● TO DO
Filter the data below for the string "roads" and copy each matching line.

● Items from a data source
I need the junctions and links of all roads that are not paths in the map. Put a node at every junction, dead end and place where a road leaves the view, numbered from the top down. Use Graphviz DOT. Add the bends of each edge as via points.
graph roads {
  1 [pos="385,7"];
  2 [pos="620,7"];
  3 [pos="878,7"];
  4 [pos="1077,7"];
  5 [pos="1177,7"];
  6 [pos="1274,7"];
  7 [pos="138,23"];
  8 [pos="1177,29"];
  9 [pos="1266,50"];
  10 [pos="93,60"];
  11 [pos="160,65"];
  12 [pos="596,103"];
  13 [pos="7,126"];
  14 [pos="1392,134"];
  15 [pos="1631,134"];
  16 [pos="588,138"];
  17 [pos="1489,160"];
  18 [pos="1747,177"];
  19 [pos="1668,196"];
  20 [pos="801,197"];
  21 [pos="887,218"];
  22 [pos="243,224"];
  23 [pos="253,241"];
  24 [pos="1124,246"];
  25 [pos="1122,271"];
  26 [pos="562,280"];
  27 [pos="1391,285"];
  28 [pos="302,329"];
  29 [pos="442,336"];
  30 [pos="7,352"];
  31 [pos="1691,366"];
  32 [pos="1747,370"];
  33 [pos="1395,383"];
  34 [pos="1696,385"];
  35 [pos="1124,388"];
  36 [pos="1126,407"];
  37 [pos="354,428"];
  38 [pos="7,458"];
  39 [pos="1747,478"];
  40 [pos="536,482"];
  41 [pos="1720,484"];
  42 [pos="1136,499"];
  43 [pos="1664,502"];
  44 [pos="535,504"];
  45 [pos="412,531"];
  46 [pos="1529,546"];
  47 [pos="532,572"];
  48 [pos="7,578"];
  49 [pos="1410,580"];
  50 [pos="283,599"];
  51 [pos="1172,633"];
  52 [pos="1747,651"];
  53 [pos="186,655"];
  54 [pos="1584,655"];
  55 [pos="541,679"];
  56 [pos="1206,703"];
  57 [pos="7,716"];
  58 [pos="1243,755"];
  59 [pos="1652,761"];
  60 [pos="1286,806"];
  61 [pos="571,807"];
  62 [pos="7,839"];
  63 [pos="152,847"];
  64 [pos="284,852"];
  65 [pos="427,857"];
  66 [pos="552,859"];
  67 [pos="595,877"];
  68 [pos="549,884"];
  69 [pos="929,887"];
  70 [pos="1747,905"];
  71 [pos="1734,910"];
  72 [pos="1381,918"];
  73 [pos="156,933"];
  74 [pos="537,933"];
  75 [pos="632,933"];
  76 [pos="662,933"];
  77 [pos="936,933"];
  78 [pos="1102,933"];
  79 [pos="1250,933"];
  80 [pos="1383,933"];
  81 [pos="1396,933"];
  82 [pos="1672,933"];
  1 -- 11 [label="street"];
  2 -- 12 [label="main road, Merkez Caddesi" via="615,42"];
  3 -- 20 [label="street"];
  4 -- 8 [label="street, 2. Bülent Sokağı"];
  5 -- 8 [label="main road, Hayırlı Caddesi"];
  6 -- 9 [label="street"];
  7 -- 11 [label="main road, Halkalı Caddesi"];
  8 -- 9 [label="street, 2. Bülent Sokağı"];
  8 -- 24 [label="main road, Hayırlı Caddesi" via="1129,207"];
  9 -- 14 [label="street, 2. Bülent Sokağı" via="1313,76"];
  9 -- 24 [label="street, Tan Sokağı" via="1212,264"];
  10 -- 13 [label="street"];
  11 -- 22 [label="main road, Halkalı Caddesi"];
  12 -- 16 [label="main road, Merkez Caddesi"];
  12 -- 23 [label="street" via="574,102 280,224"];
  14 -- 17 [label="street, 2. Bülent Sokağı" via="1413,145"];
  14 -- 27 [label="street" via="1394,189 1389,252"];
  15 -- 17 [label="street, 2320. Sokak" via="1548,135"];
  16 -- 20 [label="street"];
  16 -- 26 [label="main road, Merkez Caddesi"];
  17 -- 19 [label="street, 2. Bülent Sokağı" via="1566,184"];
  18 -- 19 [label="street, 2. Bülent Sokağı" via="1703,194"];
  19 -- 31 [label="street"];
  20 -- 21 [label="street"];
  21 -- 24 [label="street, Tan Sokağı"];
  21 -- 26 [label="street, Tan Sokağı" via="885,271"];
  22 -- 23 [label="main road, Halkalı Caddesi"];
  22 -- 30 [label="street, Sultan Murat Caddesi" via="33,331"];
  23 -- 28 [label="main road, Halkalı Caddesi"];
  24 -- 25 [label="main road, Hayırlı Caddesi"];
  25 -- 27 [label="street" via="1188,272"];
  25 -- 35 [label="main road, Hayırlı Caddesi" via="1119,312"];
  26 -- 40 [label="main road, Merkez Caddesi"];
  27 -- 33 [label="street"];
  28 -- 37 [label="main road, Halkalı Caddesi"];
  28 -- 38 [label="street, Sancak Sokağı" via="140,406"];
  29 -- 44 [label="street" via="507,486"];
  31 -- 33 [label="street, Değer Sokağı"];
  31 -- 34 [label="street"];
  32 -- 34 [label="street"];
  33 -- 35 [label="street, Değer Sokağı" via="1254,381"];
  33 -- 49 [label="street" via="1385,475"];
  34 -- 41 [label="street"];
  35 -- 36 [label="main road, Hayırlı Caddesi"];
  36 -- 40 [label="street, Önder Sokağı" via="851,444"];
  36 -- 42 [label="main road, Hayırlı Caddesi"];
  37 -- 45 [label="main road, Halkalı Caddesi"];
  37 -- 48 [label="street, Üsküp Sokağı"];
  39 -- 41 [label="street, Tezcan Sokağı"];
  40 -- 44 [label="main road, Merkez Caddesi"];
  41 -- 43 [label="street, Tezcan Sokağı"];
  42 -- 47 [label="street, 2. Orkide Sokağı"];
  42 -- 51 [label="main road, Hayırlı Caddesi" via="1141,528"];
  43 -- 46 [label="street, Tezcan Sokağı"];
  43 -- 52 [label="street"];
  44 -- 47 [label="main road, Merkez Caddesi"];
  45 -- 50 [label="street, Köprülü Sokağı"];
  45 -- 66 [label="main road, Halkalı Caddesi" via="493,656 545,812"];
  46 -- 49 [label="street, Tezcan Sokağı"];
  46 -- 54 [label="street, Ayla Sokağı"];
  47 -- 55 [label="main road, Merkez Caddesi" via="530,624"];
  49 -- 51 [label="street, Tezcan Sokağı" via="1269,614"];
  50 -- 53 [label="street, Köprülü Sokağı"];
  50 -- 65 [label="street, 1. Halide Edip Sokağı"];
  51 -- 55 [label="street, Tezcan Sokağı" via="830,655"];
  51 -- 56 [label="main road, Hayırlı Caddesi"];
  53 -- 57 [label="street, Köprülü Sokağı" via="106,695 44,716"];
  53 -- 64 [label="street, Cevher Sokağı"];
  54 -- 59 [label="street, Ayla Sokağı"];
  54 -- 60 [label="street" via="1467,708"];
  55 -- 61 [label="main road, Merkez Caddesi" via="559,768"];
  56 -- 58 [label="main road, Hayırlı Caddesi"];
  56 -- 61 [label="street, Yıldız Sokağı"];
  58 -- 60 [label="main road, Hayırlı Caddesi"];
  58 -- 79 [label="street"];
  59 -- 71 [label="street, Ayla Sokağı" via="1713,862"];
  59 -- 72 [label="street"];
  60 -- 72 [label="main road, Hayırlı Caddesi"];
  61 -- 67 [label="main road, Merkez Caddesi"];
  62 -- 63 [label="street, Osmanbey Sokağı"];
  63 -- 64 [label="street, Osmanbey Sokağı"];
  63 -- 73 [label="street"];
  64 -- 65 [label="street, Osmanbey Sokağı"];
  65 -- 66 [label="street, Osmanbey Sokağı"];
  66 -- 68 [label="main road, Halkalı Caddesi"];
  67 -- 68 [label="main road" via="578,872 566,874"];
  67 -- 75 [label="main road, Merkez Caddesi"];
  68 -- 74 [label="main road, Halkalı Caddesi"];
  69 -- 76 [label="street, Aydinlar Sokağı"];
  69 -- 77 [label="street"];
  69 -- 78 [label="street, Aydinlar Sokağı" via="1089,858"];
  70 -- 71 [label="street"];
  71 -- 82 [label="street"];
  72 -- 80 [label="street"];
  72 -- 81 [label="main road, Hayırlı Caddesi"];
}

● EXERCISE RESULT
I need the junctions and links of all roads that are not paths in the map. Put a node at every junction, dead end and place where a road leaves the view, numbered from the top down. Use Graphviz DOT. Add the bends of each edge as via points.
graph roads {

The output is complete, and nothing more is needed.